All seminars (unless otherwise stated) will take place on **Tuesdays at
3.00pm in ****Room ****500 **(25 Gordon Street). See the map for further details. There will be tea afterwards in Mathematics Room 606 (25 Gordon Street). If
you require any more information on the Applied seminars please
contact Prof Jean-Marc Vanden-Broeck (e-mail: j.vanden-broeck AT ucl.ac.uk or tel: 020-7679-2835) or Prof ilia Kamotski (e-mail: i.kamotski AT ucl.ac.uk or
tel:
020-7679-3937).

### 09 January 2018

#### NO SEMINAR

### 16 January 2018

#### Speaker: Dr Carlos Antonio Galeano Rios (Bath University)

###### Title: Modelling bouncing droplets from first principles: A kinematic matching approach

**Abstract: **Within a certain
parameter regime, a small droplet can be made to bounce on the surface of a vibrating
bath for an indefinitely long time. More surprisingly, if the shaking amplitude
is greater than a certain threshold value, the bouncing motion becomes unstable
to lateral perturbations. The droplet then becomes a moving source of waves
whose trajectory is affected by the wave field at each impact point. We model
the droplet as a perfectly hydrophobic rigid sphere and impose the natural
geometric and kinematic constraints during contact. We obtain an impact model
that is free of parametrisations which yields detailed predictions of the
evolution of the contact area and the interfacial pressure during impacts.
We obtain walking droplets superposing a series of translations of axisymmetric
impacts on the existing surface waves. The resulting simulations are in
remarkably good agreement with bouncing droplet experiments.

### 23 January 2018

#### Speaker: Dr Sante Carloni (University of Lisbon, Portugal)

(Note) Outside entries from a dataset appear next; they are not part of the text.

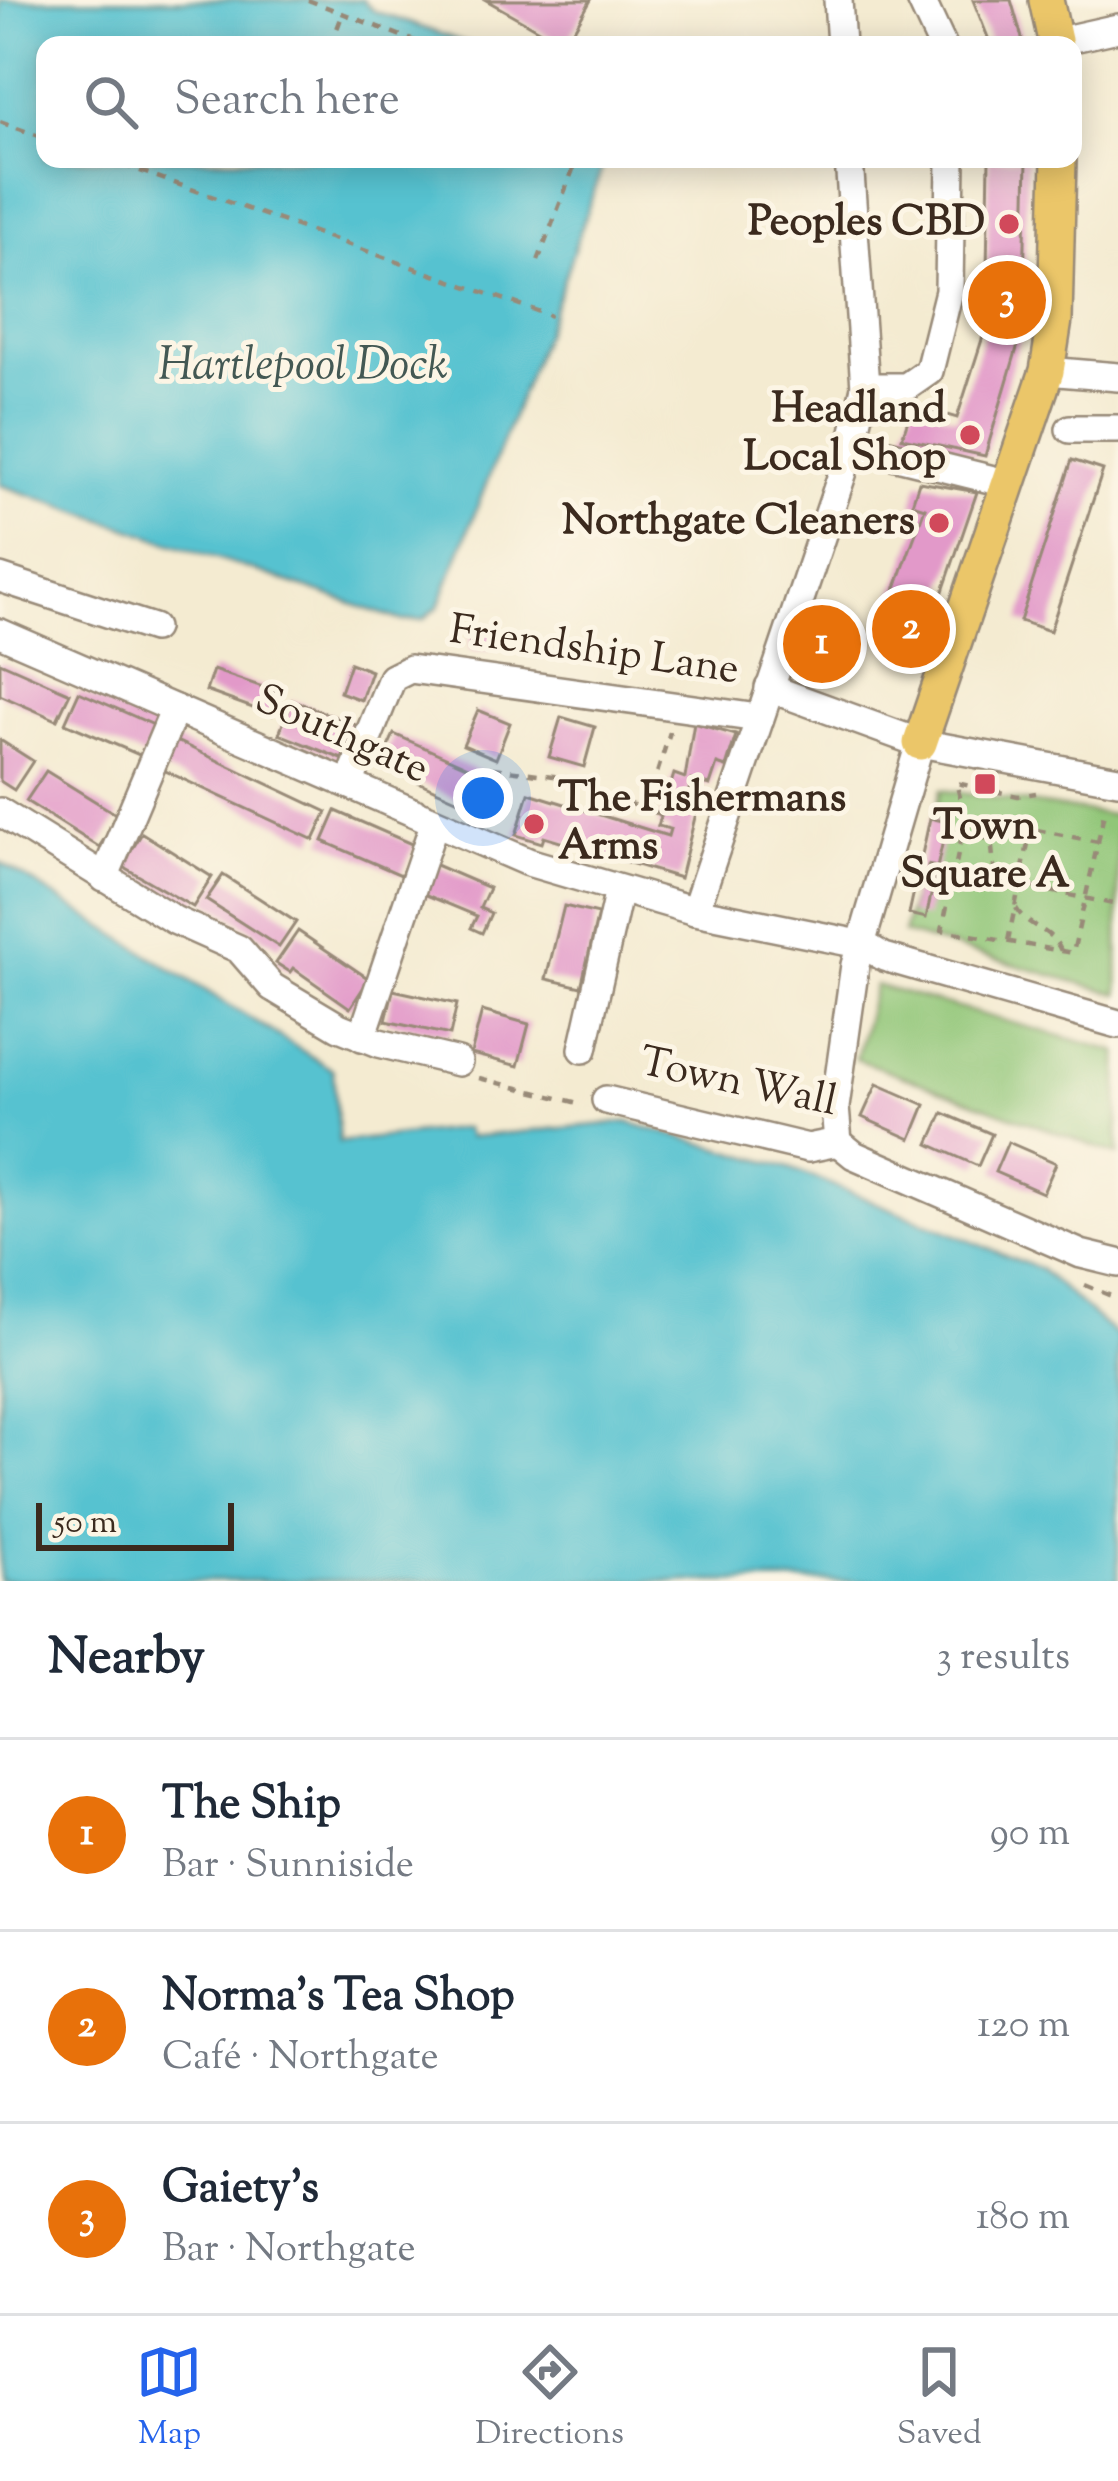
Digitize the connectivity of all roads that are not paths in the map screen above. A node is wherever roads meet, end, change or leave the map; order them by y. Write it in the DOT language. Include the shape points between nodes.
graph roads {
  1 [pos="838,0"];
  2 [pos="921,0"];
  3 [pos="1046,0"];
  4 [pos="1118,28"];
  5 [pos="840,36"];
  6 [pos="938,36"];
  7 [pos="1054,36"];
  8 [pos="1082,37"];
  9 [pos="850,168"];
  10 [pos="951,168"];
  11 [pos="1059,168"];
  12 [pos="1047,371"];
  13 [pos="1118,377"];
  14 [pos="865,387"];
  15 [pos="1070,429"];
  16 [pos="1118,429"];
  17 [pos="852,446"];
  18 [pos="1010,484"];
  19 [pos="0,578"];
  20 [pos="153,628"];
  21 [pos="0,633"];
  22 [pos="769,688"];
  23 [pos="175,709"];
  24 [pos="758,718"];
  25 [pos="920,743"];
  26 [pos="350,784"];
  27 [pos="1112,791"];
  28 [pos="0,812"];
  29 [pos="434,824"];
  30 [pos="104,878"];
  31 [pos="619,890"];
  32 [pos="694,911"];
  33 [pos="864,945"];
  34 [pos="1118,1024"];
  35 [pos="362,1037"];
  36 [pos="583,1049"];
  37 [pos="458,1062"];
  38 [pos="598,1103"];
  39 [pos="838,1142"];
  40 [pos="1118,1263"];
  1 -- 5 [label="street"];
  2 -- 6 [label="street"];
  3 -- 7 [label="main road"];
  4 -- 8 [label="street"];
  9 -- 14 [label="street"];
  10 -- 14 [label="street" via="949,291 929,371 906,387"];
  11 -- 12 [label="main road"];
  12 -- 13 [label="street"];
  12 -- 18 [label="main road"];
  14 -- 17 [label="street"];
  15 -- 16 [label="street"];
  17 -- 18 [label="street"];
  17 -- 22 [label="street"];
  18 -- 25 [label="main road"];
  19 -- 20 [label="street"];
  21 -- 23 [label="street, Southgate"];
  22 -- 24 [label="street"];
  22 -- 25 [label="street"];
  23 -- 26 [label="street, Southgate"];
  23 -- 30 [label="street"];
  24 -- 26 [label="street, Friendship Lane" via="410,668 392,678"];
  24 -- 32 [label="street"];
  25 -- 27 [label="street"];
  25 -- 33 [label="street"];
  26 -- 29 [label="street, Southgate"];
  28 -- 30 [label="street"];
  29 -- 31 [label="street, Southgate"];
  29 -- 35 [label="street"];
  30 -- 35 [label="street" via="239,949 272,986"];
  31 -- 32 [label="street, Southgate"];
  31 -- 36 [label="street"];
  32 -- 33 [label="street, Southgate"];
  33 -- 34 [label="street, Southgate"];
  33 -- 39 [label="street" via="844,1021"];
  35 -- 37 [label="street"];
  38 -- 39 [label="street, Town Wall" via="808,1148"];
  39 -- 40 [label="street, Town Wall" via="854,1156"];
}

###### Title: Dynamical systems, Cosmology and the Dark Universe: the joys and toils of cosmological phase spaces.

**Abstract: **The discovery of the phenomenon of cosmic
acceleration has changed dramatically our understanding of the dynamics of the
universe. In this talk I will firstly review a general algorithm that allows to
use dynamical systems techniques to analyze a relativistic cosmological model.
I will then use this algorithm to evaluate some recently proposed frameworks
for the theoretical understanding of cosmic acceleration. Special emphasis will
be given to some subtle mathematical issues related the structure of the
algorithm and their resolution, when available.

### 30 January 2018

#### Speaker: Professor Peter G. Baines (University of Malbourne, Australia)

###### Title: Stratified Flow and Rossby Wave Hydraulics: upstream influence due to flow over obstacles and through contractions.

**Abstract: **Quantifying the "upstream influence" of the flow
of uniformly stratified fluid over an obstacle (which can lead to blocking
flow) has been recognised as a significant unsolved problem for the
past 60 years. Here I present a mathematical approach to this problem
which provides amplitudes of upstream modes that can produce upstream
blocking. The same equations (suitably scaled) also apply to
Rossby waves in an east-west channel, and an application to flow through the
Drake Passage will be presented.

### 06 February 2018

#### Speaker: Dr Stephen Baigent (UCL)

###### Title: Invariant manifolds of monotone dynamical systems: Existence, Geometry and Applications

**Abstract: **Monotone dynamical systems preserve the
ordering of points in phase space. As a consequence they possess two special
types of invariant manifolds: connecting orbits between fixed points where all
points can be ordered, and invariant hypersurfaces where no points can be
ordered. I will show how the graph transform can be used to study the existence
of these manifolds. I will also show how the bending of hyperplanes under the
flow can be used to determine when the invariant hypersurfaces are convex or
concave. Throughout the talk the main ideas will be illustrated through models
of population dynamics.

### 13 February 2018

#### NO SEMINAR (READING WEEK)

### 20 February 2018

#### Speaker: Professor Gunnar Martinsson (Oxford)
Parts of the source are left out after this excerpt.